Honey Rose was released on September 29th, 2016. What happened since then?

Pierre Sylvain Coq, Blogger

November 28, 2016

12 Min Read

For the project's third anniversary, I wanted to write a post-mortem about the game as is now tradition, something objective and funny, insighful and pointed, with clear "what went right",
"what went wrong", lessons learned, and hopeful promises for the future.

Instead, I find I lack the words and perspective to properly convey everything about what this experience has been and meant.

In retrospect, most things that could went wrong, and I made a number of errors and decisions that ultimately made the game's experience unengaging for many. This write-up aims to look into my own expectations and motivations for making this game in contrast to what I now understand of some player's.

Where to start? The game being a life-management sim, it seems fitting to attempt to sum it up as a series of stats:

-The game has taken 2 years and 10 months to make.

-It's comprised of 3056 individual frames of hand drawn animation: 2080 for the battle characters, and 976 for the visual novel ones, plus about 250 more for background animation.

-It also uses about 50 backgrounds (some of them with a few variations) and 60 illustrations for specific individual events.

-The game's Construct 2 project file has 121409 events, and the event sheet for the game's script has by itself over 39000 of them.

-I had fully exported the project about 100 times before release, and about 50 more since then for patches and hotfixes.

-A single playthrough takes in average 8 hours.

-It has been licensed on Steam over 13000 times, actually downloaded and played 2045, and bought 141 times (plus 3 on itch.io and 2 via direct download). (For all information regarding the pay-what-you-liked business model and it's design and intentions, you can read here )

-More than half the Steam players have played less than 10 minutes, and the average time played is 1h30, with an average play session of 22mn.

-Big Blue has been defeated by around 6% of the Steam players.

-It stands at a 78% "mostly positive" player score on Steam with 19 reviews, has a 4/10 and 6/10 on Sens Critique, and has been reviewed at 7 on Orange Bison (it has not been reviewed on Metacritic).

-By all metrics, it is a commercial bust despite slightly higher than average player numbers.

But really, the game purposefully eschews numbers in favor of context, and that is what I want to focus on.

I am both elated by the positive response to the game, and deeply saddened by the negative feedback.

The game has received fantastic support in the form of patronage, let's plays, reviews, fan-art and articles. Reviews have been fair, and in pointing the game's shortcomings, I have heard about a number of missteps I hope to learn from. (I won't expand on them here, as they would require a series of articles on their own, and are most likely relative to elements too individual and specific to the game to be of use to many others).

To all of you, I say: I am thankful, grateful and humbled by each and every one of your shows of support and positive thoughts about your experience! I have loved interacting with each of you and discussing your experiences with the game (both positive and negative), and those moments have been my greatest success in making this game at all.
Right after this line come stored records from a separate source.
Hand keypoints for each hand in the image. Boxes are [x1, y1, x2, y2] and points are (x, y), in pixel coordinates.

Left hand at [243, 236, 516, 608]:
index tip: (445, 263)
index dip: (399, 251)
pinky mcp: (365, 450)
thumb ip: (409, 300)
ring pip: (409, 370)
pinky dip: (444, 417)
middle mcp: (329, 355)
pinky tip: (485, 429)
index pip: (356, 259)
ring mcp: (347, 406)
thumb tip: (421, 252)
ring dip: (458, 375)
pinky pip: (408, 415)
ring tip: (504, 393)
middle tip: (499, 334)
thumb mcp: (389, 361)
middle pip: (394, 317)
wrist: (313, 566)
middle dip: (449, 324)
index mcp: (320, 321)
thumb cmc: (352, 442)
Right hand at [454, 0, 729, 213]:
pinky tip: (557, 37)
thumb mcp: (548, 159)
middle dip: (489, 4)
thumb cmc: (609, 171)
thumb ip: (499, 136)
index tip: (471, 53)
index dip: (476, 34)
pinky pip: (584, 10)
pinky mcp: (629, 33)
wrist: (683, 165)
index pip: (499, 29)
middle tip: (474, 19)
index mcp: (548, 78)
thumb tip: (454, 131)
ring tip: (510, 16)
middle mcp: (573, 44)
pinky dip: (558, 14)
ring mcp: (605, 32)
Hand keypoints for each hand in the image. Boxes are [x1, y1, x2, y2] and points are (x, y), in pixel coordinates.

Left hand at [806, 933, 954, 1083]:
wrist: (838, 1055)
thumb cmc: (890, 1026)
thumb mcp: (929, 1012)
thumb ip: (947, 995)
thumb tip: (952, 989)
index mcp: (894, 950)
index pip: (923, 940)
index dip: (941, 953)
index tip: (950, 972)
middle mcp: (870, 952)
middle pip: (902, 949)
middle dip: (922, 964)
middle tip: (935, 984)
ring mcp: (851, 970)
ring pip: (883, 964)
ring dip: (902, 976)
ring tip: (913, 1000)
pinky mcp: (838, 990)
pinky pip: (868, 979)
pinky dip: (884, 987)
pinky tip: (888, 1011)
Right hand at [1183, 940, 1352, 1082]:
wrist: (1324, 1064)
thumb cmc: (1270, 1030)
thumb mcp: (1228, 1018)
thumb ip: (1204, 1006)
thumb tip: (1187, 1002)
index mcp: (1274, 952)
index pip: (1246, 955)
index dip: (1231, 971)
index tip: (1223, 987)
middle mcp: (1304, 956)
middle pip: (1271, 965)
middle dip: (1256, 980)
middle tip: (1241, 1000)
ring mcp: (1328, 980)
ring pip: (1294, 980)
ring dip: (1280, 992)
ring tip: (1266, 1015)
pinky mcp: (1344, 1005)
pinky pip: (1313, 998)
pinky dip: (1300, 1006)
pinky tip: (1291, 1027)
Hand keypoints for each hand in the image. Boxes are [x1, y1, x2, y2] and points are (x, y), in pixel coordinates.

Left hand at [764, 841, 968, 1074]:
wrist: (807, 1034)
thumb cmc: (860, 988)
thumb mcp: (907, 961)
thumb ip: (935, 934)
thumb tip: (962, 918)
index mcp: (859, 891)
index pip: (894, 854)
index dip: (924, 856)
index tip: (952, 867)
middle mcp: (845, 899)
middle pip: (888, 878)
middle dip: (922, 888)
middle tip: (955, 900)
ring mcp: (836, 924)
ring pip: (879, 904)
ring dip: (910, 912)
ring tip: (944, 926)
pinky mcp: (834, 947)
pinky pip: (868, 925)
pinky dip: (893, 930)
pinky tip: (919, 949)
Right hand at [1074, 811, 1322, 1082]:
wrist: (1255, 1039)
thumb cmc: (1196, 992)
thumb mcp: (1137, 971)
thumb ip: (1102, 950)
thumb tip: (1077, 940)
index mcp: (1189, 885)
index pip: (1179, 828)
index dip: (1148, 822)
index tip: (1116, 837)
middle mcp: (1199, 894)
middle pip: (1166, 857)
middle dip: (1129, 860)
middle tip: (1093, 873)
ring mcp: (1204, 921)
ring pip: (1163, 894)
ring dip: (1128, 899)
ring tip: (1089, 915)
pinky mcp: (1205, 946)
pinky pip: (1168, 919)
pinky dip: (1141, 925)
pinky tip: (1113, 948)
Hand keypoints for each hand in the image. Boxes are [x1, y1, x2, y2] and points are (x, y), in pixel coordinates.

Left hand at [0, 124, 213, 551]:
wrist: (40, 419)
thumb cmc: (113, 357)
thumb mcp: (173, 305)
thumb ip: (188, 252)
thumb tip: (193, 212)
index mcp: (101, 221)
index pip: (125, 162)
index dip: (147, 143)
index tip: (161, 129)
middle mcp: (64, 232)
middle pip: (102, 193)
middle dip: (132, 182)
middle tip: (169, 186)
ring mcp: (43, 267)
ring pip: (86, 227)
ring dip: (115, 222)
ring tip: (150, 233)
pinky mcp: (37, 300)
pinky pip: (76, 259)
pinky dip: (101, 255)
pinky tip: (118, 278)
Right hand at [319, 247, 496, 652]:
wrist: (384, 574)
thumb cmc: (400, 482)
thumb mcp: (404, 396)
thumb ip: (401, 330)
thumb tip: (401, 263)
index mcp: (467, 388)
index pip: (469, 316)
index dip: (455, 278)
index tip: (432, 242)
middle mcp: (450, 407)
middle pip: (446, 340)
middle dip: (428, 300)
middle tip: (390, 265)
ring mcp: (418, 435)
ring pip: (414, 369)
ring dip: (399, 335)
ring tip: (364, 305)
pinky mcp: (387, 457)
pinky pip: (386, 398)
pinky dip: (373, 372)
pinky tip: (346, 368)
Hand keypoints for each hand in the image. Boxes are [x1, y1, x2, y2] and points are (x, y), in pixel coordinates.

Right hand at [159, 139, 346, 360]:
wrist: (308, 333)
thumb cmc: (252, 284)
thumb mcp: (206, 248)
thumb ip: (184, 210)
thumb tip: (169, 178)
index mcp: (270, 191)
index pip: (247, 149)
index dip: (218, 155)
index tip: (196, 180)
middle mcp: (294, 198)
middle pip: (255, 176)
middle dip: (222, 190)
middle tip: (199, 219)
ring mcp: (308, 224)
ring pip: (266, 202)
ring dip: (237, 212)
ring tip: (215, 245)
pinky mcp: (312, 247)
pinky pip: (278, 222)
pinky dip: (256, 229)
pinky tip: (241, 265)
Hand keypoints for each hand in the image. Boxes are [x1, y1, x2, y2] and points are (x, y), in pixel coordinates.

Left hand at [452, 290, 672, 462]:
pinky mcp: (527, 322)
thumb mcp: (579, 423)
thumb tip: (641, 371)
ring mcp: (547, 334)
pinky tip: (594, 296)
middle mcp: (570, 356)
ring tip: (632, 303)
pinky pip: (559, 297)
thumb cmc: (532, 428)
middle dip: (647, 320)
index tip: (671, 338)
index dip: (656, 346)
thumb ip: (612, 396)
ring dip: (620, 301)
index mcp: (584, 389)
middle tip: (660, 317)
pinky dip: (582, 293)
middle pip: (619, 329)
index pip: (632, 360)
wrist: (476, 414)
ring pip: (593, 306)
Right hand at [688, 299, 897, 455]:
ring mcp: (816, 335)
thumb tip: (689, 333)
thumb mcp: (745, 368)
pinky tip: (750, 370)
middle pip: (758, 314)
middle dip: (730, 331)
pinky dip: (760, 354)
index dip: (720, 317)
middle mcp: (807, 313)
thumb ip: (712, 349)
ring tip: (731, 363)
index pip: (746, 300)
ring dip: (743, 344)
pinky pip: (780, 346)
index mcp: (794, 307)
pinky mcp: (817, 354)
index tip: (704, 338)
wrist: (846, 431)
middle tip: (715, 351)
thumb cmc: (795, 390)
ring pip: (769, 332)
As is natural, it has also been sharply critiqued, both for technical and aesthetical reasons. Since the game is so personal, simply hearing about a player's dissatisfaction is enough to overlook all the positive feedback.
The sense I get from a number of players' reactions is one of disappointment, which I now share, and I feel I have let down too many people who came in looking for something that I either failed to achieve, or wasn't aiming to offer in the first place.

To all of them, I say: I'm sorry. My aim here, is now to address a few of the more common design criticism about the game relative to the notion of player engagement (I've addressed all technical issues I could in the form of patches), in the hopes to shed some light about the thoughts that drove the whole design:

About pacing, and why Little Sun's match happens in March: some have expressed the idea that the first match in the game happens "too late". In truth, matches start to happen very early, in the form of dreams: from a purely mechanical standpoint, you can even "fight the last boss" in the first few days of the game. It underlines that presentation and context matters most: players get lost in their power fantasy, and expect it to play out as it traditionally would. The fact that Little Sun's tournament fight happens later than they expect is understood as a letdown, and not a meaningful event, even though they have the chance to play out a mechanical rendition of her match much earlier. It shows it's not the act of fighting her they're after: it's the opportunity to overcome her in the context of the game's setting, which is both a sign of engagement, and a preconception built
from expectations.

About the calendar: it displays the date of events players have received information about, but not the precise events that are meant to take place.
This is to challenge the player's information retention and their attention to the world's details. A month takes about an hour to play through, and most calendar marks will refer to events that are 15 to 30mn of play away. Players never have to retain information for too long, just enough to risk to forget it, and be in a situation where they have to wonder if they had made plans for a meetup, a match, or a test. The variance of possible events is very low to limit the margin of error, and most failing scenarios are accounted for and offer chances for catching up, but the very idea of playing beyond a perceived failing seems to be a primary factor for disengagement.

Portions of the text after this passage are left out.